There are times that Hypocrisy stands on a mountaintop in a howling wind, his cape flapping, his voice thundering across the reaches of space and time, his mighty thews and sinews striking terror and madness in those who merely hold a double standard or two, or fail on occasion to practise what they preach.

“Pussies,” he sneers, as levin flashes overhead, and the ground trembles from sea to sea, and the seas toss their ships, aglow with St. Elmo’s fire, like toothpicks in a tornado. “Look to Ezra Levant, and tremble. You are not worthy even to speak his name.”

We need to give our pal CC a hand by supporting him in his legal travails. The discovery phase alone should be a pure joy, the trial a popcorn event. Ezra doesn’t have much of a track record when it comes to libel cases. He’s more than likely to be properly flensed when the matter reaches court, if he’s foolish enough to let things go that far. But (as I myself know well), justice comes at a cost—if it comes at all.

Some may find CC a trifle rich for their blood. But there’s a principle at stake here, or so I’ve been told by the intrepid defenders of free speech. And there’s another, more fleshly principle as well, one that may be more immediately appealing to many. Ezra is a putz, and such creatures can not, must not prevail under any circumstances. His goose must be cooked. His dog must die.
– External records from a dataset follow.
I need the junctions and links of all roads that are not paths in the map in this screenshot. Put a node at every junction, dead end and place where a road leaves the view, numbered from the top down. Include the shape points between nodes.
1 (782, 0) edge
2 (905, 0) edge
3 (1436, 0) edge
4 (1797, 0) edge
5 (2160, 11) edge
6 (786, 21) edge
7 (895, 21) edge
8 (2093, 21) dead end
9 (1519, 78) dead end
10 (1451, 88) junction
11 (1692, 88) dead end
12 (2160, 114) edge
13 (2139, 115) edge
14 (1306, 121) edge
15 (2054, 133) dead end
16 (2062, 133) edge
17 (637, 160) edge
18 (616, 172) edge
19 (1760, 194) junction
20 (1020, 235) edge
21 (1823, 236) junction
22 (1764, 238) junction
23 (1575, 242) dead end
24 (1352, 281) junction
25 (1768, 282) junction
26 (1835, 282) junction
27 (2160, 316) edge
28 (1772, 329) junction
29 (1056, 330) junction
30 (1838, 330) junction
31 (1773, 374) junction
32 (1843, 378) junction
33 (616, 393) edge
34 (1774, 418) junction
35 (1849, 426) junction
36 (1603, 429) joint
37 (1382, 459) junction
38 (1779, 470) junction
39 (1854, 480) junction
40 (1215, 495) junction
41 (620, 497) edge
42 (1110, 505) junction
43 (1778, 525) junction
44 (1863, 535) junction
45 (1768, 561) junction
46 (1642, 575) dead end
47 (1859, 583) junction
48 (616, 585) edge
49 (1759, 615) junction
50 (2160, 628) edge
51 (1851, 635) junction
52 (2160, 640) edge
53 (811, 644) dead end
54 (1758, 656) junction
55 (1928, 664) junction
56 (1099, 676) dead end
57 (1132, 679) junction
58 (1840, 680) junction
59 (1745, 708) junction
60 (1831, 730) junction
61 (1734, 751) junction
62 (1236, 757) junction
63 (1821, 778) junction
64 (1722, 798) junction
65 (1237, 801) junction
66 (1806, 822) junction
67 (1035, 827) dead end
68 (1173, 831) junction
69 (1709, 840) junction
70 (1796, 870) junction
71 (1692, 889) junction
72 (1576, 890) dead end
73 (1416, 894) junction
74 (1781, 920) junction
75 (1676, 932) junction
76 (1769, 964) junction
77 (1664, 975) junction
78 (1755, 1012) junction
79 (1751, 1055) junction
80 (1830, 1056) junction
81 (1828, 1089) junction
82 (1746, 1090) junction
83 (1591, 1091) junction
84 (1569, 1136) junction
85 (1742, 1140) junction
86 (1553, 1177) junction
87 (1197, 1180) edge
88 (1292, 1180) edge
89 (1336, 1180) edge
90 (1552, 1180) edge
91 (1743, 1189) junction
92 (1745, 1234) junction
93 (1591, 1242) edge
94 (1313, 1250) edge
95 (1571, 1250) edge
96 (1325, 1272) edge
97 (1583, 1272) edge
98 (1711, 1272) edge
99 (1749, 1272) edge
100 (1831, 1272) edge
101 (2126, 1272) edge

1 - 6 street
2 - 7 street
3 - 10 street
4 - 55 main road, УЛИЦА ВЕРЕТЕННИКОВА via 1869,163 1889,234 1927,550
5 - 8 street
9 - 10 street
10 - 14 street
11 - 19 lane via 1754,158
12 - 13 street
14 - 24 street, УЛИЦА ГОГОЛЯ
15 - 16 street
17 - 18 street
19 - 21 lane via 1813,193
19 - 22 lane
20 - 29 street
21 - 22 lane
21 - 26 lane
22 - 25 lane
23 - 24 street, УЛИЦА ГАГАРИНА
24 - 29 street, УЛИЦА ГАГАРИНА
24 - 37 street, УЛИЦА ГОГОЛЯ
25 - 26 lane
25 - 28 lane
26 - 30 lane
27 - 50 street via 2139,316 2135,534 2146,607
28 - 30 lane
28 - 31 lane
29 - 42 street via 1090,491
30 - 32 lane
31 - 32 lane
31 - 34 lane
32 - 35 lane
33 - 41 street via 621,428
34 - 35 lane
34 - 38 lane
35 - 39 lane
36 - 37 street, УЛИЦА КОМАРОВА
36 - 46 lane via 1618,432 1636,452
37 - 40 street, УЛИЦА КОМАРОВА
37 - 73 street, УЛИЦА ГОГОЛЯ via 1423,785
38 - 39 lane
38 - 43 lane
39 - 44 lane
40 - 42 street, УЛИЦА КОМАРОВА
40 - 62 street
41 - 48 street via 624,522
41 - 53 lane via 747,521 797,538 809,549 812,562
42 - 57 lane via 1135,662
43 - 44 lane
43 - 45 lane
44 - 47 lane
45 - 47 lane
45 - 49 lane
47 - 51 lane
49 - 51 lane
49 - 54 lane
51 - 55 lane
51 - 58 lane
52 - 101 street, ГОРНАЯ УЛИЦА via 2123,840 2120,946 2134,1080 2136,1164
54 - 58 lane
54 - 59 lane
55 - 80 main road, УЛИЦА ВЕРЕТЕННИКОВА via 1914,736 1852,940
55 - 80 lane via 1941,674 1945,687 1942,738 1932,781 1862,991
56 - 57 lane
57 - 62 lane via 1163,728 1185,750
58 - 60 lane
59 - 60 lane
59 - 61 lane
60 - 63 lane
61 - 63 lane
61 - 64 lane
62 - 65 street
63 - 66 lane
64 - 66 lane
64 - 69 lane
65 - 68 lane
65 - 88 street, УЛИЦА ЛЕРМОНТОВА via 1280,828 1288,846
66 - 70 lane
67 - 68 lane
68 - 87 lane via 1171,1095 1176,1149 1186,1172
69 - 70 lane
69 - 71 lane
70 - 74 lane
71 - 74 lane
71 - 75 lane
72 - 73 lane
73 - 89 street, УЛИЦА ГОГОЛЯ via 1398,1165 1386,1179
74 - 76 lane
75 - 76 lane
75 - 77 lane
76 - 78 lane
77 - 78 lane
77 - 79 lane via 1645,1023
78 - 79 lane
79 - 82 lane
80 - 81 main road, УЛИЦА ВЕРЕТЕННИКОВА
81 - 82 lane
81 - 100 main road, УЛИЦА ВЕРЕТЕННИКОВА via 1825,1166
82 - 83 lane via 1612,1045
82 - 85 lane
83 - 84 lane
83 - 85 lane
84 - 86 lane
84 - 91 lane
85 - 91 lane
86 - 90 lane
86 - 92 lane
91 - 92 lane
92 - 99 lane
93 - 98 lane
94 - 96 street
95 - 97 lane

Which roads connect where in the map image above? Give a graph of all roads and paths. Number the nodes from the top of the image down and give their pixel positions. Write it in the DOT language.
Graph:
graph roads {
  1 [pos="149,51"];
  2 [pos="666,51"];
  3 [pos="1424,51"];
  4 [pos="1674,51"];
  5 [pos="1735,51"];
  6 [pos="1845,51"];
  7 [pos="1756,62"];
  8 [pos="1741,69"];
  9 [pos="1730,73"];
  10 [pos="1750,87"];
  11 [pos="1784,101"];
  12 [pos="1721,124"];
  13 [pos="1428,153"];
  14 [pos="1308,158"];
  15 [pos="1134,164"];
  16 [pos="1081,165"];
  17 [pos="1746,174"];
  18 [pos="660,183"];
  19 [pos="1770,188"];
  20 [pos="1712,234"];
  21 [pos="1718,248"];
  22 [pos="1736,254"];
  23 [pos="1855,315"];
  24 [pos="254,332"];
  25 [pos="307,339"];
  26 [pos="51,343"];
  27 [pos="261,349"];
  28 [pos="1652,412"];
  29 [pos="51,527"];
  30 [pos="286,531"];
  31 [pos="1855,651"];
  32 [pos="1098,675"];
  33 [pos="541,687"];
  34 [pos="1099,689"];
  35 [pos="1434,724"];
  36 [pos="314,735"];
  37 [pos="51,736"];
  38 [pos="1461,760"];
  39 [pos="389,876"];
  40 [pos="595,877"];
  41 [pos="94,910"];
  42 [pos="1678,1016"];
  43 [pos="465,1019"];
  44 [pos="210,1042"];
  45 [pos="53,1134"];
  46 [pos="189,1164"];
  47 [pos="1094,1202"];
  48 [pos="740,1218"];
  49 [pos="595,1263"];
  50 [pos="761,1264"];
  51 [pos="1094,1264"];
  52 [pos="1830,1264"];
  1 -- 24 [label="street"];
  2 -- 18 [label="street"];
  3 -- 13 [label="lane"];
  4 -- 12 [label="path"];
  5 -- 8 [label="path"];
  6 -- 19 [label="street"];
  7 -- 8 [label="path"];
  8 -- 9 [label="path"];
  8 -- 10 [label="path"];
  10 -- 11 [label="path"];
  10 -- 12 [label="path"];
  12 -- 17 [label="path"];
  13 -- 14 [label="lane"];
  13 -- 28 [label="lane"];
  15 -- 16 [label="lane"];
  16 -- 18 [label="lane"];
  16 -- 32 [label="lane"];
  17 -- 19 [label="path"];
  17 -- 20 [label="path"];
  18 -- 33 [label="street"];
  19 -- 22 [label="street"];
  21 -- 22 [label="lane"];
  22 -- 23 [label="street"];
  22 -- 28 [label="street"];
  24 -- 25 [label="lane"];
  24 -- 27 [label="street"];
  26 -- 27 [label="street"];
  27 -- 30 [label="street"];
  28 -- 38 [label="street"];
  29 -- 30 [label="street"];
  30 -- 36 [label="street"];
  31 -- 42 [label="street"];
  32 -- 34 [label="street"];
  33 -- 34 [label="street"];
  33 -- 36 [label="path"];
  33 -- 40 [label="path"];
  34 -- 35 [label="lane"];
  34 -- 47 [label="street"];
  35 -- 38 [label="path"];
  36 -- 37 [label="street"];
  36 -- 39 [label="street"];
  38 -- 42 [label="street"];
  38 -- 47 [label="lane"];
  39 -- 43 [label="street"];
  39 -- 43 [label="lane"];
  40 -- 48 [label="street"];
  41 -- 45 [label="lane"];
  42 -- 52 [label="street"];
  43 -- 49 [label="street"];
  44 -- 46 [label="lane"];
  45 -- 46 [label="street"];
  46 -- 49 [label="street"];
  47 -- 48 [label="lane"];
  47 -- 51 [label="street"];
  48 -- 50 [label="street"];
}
And so let us all find it in our hearts, or at least our wallets, to do what needs to be done. Our roguish, merry son who prowls the halls of Twitter, a mischievous imp with a peashooter, must be free to continue on his way unmolested.

Click. Give.

[Declaration of interest: I was once threatened with a lawsuit by that self-same king of free speech. Assorted Speech Warriors™, contrary to all expectations, failed to rally to my cause. If you’re reading this (and you know who you are), don’t make the same mistake twice.]